Clinical Trial Service Unit & Epidemiological Studies Unit, University of Oxford, Richard Doll Building, Old Road Campus, Roosevelt Drive, Oxford OX3 7LF, UK.
Eur Heart J. 2013 May;34(17):1279-91. doi: 10.1093/eurheartj/eht055. Epub 2013 Feb 26.
Niacin has potentially favourable effects on lipids, but its effect on cardiovascular outcomes is uncertain. HPS2-THRIVE is a large randomized trial assessing the effects of extended release (ER) niacin in patients at high risk of vascular events.

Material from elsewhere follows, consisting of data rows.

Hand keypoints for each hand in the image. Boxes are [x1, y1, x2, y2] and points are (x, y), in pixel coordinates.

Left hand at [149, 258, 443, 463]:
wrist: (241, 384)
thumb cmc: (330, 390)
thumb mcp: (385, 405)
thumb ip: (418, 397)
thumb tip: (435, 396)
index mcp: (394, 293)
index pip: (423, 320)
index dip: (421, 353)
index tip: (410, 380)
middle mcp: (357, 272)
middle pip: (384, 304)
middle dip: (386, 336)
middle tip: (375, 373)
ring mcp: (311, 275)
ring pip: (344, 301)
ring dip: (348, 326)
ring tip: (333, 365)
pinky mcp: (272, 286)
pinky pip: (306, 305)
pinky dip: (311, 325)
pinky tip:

Prior to randomization, 42 424 patients with occlusive arterial disease were given simvastatin 40 mg plus, if required, ezetimibe 10 mg daily to standardize their low-density lipoprotein (LDL)-lowering therapy. The ability to remain compliant with ER niacin 2 g plus laropiprant 40 mg daily (ERN/LRPT) for ~1 month was then assessed in 38 369 patients and about one-third were excluded (mainly due to niacin side effects). A total of 25 673 patients were randomized between ERN/LRPT daily vs. placebo and were followed for a median of 3.9 years. By the end of the study, 25% of participants allocated ERN/LRPT vs. 17% allocated placebo had stopped their study treatment. The most common medical reasons for stopping ERN/LRPT were related to skin, gastrointestinal, diabetes, and musculoskeletal side effects. When added to statin-based LDL-lowering therapy, allocation to ERN/LRPT increased the risk of definite myopathy [75 (0.16%/year) vs. 17 (0.04%/year): risk ratio 4.4; 95% CI 2.6-7.5; P < 0.0001]; 7 vs. 5 were rhabdomyolysis. Any myopathy (definite or incipient) was more common among participants in China [138 (0.66%/year) vs. 27 (0.13%/year)] than among those in Europe [17 (0.07%/year) vs. 11 (0.04%/year)]. Consecutive alanine transaminase >3× upper limit of normal, in the absence of muscle damage, was seen in 48 (0.10%/year) ERN/LRPT vs. 30 (0.06%/year) placebo allocated participants.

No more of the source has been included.